*** Opening of DATA SUPPLIED ***

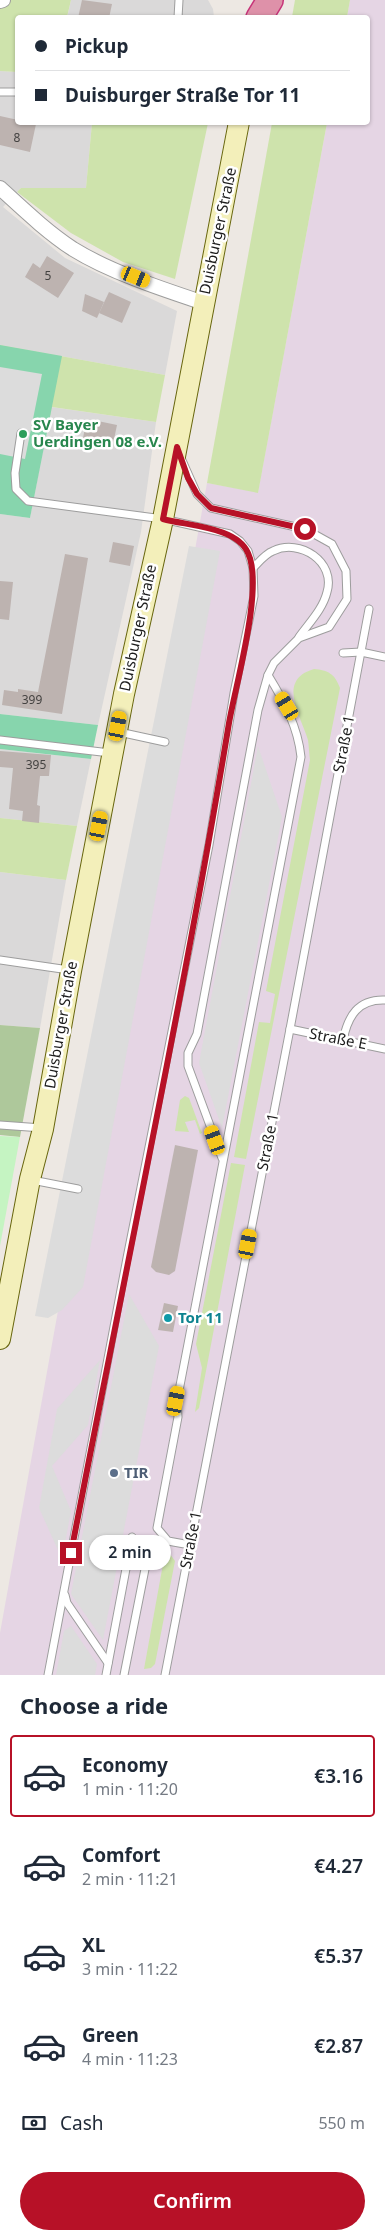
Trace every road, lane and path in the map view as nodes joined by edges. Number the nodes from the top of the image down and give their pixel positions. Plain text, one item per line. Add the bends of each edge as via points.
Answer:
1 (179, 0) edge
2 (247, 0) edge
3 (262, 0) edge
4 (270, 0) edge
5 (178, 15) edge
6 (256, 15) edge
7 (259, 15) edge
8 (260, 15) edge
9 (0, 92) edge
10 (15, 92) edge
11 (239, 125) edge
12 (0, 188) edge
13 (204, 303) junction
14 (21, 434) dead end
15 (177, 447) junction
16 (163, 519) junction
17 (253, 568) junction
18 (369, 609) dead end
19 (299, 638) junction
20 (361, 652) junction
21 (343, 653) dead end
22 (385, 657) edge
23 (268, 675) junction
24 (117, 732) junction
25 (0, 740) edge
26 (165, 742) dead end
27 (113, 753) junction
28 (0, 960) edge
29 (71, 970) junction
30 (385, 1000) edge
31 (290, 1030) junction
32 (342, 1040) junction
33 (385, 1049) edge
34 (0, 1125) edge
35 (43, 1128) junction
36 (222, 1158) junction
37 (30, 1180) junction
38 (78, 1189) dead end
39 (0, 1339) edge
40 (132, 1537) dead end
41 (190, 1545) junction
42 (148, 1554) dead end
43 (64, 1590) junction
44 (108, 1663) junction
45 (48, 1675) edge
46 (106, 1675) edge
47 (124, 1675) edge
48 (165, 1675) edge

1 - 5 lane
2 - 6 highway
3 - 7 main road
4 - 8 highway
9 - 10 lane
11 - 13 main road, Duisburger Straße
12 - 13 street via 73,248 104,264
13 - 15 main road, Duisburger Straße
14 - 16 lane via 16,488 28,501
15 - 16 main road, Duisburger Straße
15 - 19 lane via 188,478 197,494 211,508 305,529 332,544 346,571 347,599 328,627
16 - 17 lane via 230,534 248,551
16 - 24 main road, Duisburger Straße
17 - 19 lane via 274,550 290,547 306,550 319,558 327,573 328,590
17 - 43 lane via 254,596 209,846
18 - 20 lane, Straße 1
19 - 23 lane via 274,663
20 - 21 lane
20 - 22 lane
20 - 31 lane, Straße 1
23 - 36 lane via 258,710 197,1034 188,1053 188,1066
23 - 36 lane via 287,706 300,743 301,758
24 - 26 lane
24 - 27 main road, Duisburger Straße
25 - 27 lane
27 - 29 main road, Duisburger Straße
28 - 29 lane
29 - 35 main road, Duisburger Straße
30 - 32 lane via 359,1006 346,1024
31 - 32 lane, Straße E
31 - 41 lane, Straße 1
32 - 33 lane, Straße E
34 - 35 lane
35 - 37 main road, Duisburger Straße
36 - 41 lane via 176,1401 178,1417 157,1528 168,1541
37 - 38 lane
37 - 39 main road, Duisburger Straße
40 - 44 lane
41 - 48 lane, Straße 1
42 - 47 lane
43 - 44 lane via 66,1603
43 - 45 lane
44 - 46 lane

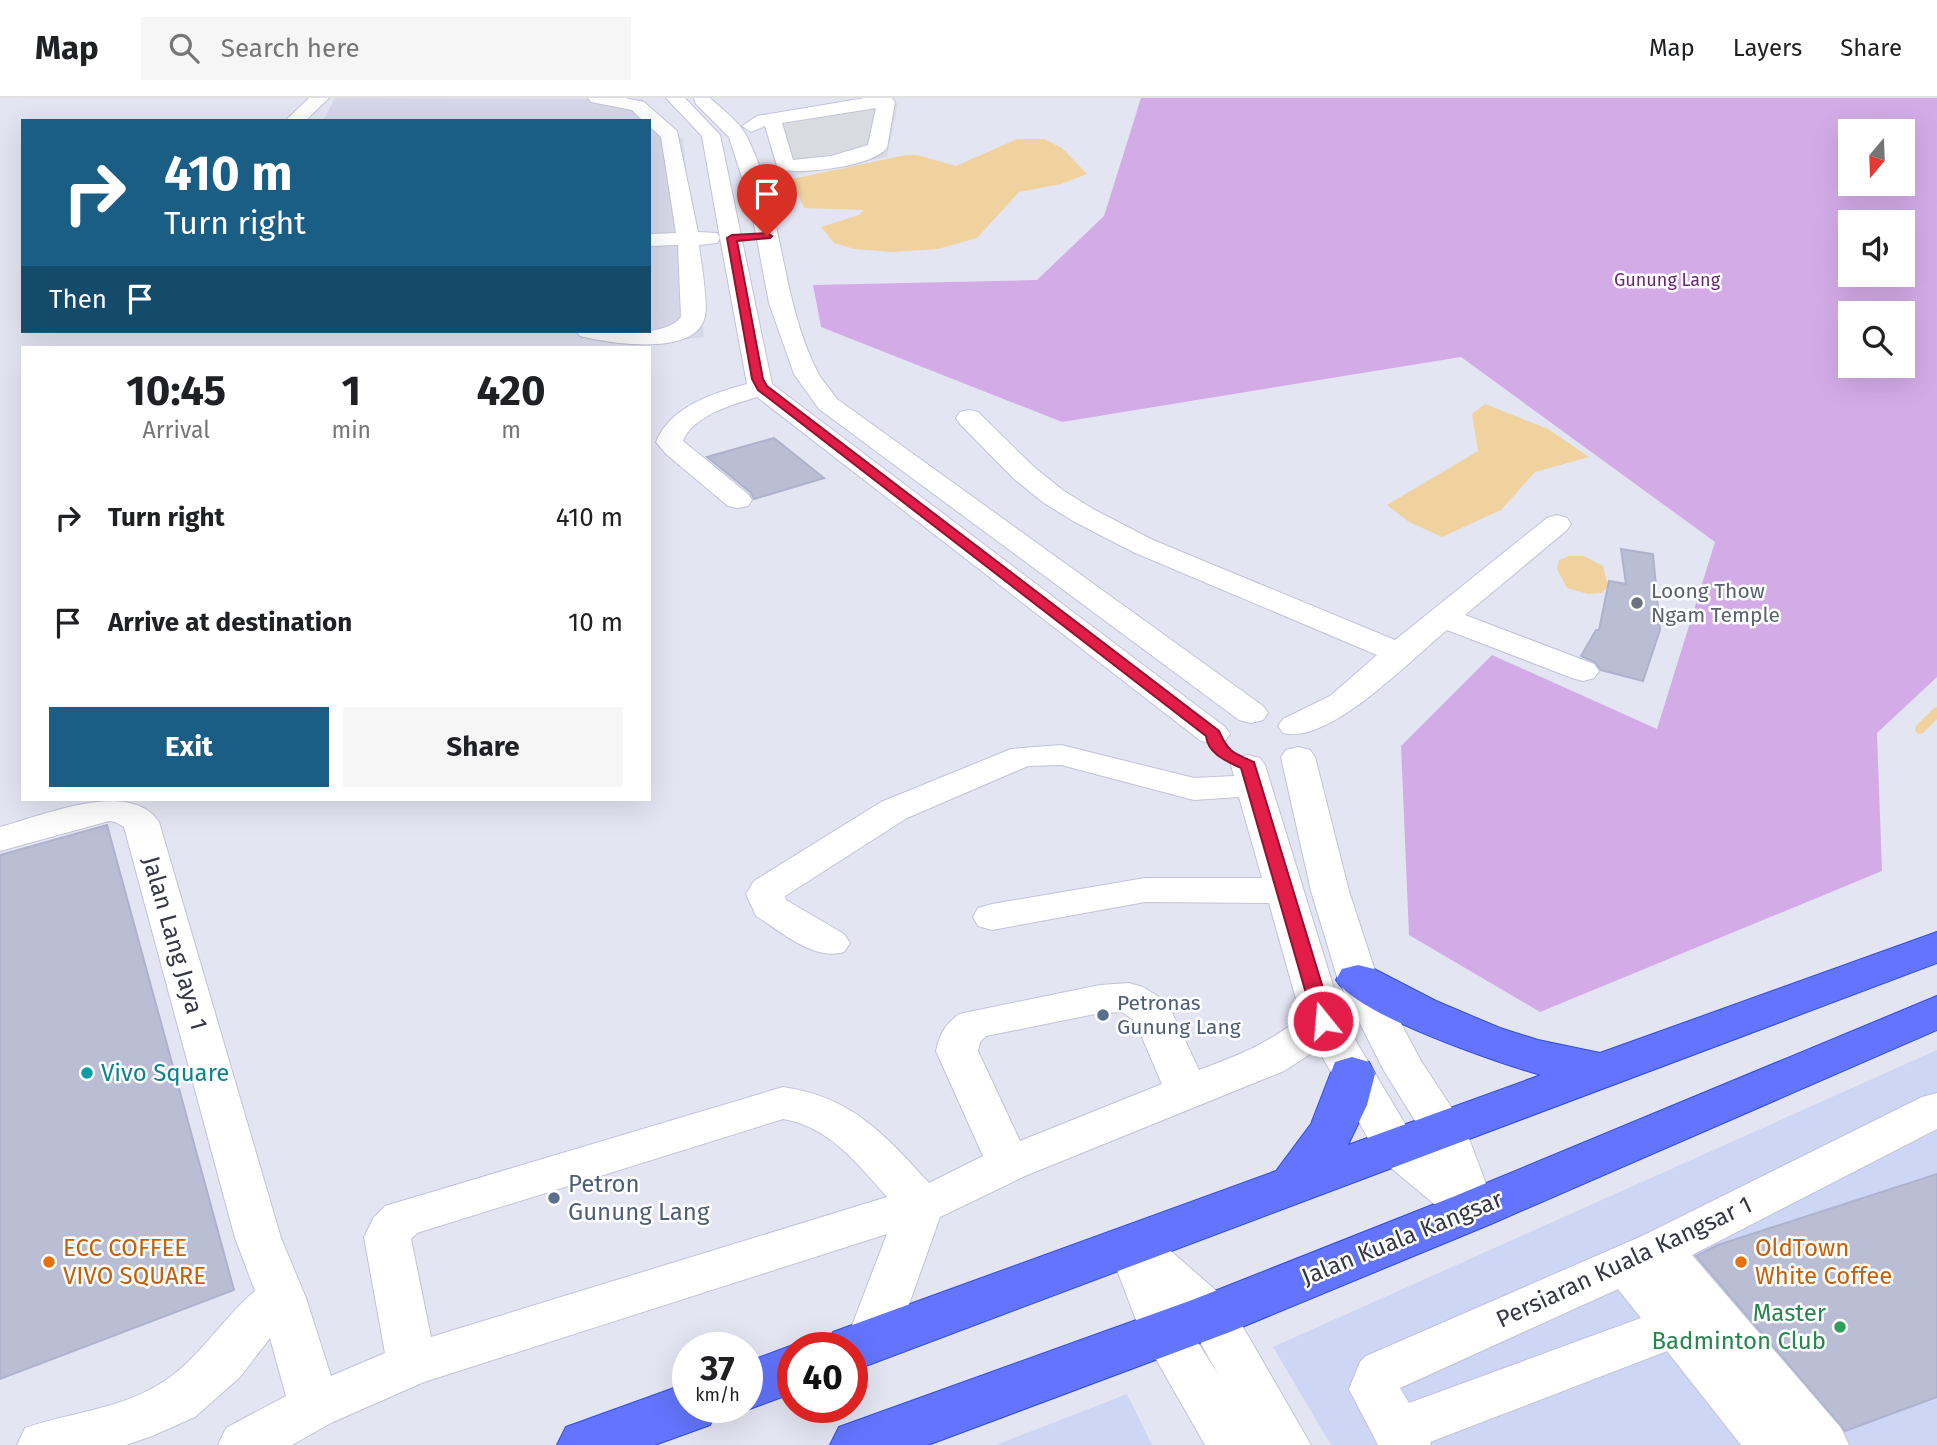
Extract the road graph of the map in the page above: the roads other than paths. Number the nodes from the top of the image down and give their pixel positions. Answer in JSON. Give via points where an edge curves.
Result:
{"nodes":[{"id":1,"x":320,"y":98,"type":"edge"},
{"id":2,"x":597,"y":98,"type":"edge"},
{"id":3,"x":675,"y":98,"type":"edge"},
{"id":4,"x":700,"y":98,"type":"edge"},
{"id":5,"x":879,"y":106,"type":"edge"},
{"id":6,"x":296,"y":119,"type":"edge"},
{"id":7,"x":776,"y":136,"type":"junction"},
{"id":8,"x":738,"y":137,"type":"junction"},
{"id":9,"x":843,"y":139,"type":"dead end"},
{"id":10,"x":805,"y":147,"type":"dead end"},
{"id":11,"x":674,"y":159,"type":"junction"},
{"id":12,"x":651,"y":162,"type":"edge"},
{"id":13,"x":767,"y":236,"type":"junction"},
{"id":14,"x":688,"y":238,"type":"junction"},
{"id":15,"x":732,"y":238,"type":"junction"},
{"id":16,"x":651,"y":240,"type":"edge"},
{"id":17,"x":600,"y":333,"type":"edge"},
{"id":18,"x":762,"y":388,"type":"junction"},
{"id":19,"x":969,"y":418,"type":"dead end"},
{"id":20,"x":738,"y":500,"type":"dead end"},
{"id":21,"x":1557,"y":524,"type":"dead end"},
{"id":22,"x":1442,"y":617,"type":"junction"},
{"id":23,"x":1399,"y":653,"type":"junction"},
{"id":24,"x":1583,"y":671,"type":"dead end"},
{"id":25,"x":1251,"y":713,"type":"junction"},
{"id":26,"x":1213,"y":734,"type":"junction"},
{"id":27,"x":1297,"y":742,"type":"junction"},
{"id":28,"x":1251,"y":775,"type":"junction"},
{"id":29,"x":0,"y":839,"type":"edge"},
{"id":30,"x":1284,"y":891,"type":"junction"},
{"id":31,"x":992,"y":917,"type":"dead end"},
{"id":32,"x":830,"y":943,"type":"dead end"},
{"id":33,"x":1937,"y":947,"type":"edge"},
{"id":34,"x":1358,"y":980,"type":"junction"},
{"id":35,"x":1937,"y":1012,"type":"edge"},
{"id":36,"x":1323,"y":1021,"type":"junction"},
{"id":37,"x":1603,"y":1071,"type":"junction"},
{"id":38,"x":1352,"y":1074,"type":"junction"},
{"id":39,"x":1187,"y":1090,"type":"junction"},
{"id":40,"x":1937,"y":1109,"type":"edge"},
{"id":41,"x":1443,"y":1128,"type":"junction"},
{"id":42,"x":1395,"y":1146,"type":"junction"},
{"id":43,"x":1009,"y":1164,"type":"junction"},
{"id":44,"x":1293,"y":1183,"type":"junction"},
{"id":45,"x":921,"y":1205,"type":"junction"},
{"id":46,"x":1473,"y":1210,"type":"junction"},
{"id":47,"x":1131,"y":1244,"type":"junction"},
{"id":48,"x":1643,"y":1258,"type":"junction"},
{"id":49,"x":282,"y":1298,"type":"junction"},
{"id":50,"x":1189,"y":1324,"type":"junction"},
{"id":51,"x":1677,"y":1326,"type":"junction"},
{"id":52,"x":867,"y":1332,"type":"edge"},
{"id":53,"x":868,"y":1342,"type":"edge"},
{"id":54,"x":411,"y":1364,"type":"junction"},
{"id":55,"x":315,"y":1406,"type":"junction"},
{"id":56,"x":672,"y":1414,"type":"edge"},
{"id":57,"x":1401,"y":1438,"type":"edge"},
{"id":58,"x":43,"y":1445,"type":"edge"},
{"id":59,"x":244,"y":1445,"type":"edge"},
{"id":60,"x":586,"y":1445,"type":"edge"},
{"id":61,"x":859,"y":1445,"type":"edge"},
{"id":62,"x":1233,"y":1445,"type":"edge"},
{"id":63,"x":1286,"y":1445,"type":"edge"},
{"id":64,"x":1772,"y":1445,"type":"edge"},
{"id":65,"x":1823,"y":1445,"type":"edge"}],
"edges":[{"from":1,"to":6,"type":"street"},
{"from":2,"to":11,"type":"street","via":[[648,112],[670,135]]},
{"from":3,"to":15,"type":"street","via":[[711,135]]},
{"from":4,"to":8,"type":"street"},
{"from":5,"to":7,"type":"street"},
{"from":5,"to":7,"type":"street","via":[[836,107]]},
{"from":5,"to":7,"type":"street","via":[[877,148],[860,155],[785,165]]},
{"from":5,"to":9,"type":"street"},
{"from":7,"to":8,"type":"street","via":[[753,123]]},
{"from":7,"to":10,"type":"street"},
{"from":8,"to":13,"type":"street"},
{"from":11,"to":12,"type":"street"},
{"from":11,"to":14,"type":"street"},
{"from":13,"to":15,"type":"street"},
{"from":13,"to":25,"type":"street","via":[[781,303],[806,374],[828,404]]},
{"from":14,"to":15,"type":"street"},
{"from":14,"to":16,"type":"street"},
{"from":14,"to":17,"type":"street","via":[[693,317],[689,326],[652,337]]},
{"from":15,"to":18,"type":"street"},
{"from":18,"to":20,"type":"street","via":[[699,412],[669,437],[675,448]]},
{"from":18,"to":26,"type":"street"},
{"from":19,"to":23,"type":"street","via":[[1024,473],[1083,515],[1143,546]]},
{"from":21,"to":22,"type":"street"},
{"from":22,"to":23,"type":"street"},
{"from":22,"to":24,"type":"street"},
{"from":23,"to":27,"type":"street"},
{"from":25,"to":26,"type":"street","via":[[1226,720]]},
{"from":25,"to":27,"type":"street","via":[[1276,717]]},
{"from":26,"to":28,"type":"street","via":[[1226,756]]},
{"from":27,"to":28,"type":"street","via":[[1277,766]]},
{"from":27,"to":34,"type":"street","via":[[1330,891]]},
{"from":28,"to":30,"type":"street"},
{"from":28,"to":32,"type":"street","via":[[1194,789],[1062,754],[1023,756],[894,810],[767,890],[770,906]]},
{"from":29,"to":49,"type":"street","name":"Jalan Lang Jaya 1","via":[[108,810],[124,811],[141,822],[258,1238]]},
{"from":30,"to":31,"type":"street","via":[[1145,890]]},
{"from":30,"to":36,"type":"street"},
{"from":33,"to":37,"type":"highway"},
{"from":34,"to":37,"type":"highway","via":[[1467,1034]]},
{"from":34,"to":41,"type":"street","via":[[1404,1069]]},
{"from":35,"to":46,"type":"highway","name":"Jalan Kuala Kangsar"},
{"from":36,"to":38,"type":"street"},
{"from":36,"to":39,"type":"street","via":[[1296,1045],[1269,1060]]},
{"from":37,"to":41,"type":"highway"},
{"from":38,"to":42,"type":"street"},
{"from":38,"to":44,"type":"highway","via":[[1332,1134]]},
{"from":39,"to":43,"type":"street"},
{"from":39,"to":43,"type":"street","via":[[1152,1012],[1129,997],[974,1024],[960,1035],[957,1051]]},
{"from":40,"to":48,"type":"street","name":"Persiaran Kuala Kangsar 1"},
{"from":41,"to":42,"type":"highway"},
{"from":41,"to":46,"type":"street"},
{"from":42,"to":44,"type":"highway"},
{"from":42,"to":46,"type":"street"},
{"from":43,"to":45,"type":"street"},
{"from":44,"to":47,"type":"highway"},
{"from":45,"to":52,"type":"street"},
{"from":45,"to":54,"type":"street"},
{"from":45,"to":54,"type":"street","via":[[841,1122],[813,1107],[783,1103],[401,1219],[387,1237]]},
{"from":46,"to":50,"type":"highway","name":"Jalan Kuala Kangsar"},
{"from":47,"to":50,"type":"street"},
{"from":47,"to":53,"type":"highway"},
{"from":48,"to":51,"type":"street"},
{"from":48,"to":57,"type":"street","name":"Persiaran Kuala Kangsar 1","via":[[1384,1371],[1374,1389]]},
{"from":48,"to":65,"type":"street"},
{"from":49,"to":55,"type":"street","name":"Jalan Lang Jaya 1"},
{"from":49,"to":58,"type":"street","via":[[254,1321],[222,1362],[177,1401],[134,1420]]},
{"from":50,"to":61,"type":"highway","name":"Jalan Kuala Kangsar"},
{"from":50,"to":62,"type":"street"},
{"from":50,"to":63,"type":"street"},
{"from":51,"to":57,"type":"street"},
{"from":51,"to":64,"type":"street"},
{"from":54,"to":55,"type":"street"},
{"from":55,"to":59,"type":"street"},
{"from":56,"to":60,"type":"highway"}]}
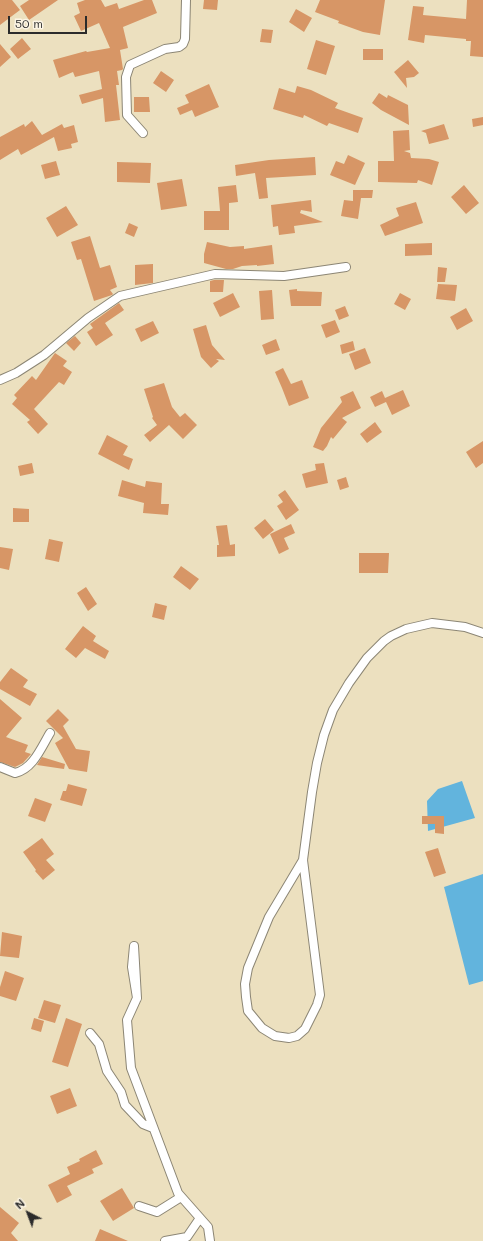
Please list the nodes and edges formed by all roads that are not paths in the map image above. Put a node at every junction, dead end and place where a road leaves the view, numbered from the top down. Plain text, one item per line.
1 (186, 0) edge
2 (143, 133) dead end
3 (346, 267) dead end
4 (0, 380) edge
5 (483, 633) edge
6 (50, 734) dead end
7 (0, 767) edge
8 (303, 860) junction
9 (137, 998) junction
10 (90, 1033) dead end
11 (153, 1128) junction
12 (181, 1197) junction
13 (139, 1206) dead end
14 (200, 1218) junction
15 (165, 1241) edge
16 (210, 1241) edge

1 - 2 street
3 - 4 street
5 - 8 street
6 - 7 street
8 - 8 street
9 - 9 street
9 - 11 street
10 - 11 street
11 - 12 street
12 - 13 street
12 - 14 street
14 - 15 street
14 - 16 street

*** Close of DATA SUPPLIED ***

WHAT NEEDS TO BE DONE:
Could you give again exactly the lines from the line containing "Please list the" through the final line of the data above, and no others?

YOUR SOLUTION:
Please list the nodes and edges formed by all roads that are not paths in the map image above. Put a node at every junction, dead end and place where a road leaves the view, numbered from the top down. Plain text, one item per line.
1 (186, 0) edge
2 (143, 133) dead end
3 (346, 267) dead end
4 (0, 380) edge
5 (483, 633) edge
6 (50, 734) dead end
7 (0, 767) edge
8 (303, 860) junction
9 (137, 998) junction
10 (90, 1033) dead end
11 (153, 1128) junction
12 (181, 1197) junction
13 (139, 1206) dead end
14 (200, 1218) junction
15 (165, 1241) edge
16 (210, 1241) edge

1 - 2 street
3 - 4 street
5 - 8 street
6 - 7 street
8 - 8 street
9 - 9 street
9 - 11 street
10 - 11 street
11 - 12 street
12 - 13 street
12 - 14 street
14 - 15 street
14 - 16 street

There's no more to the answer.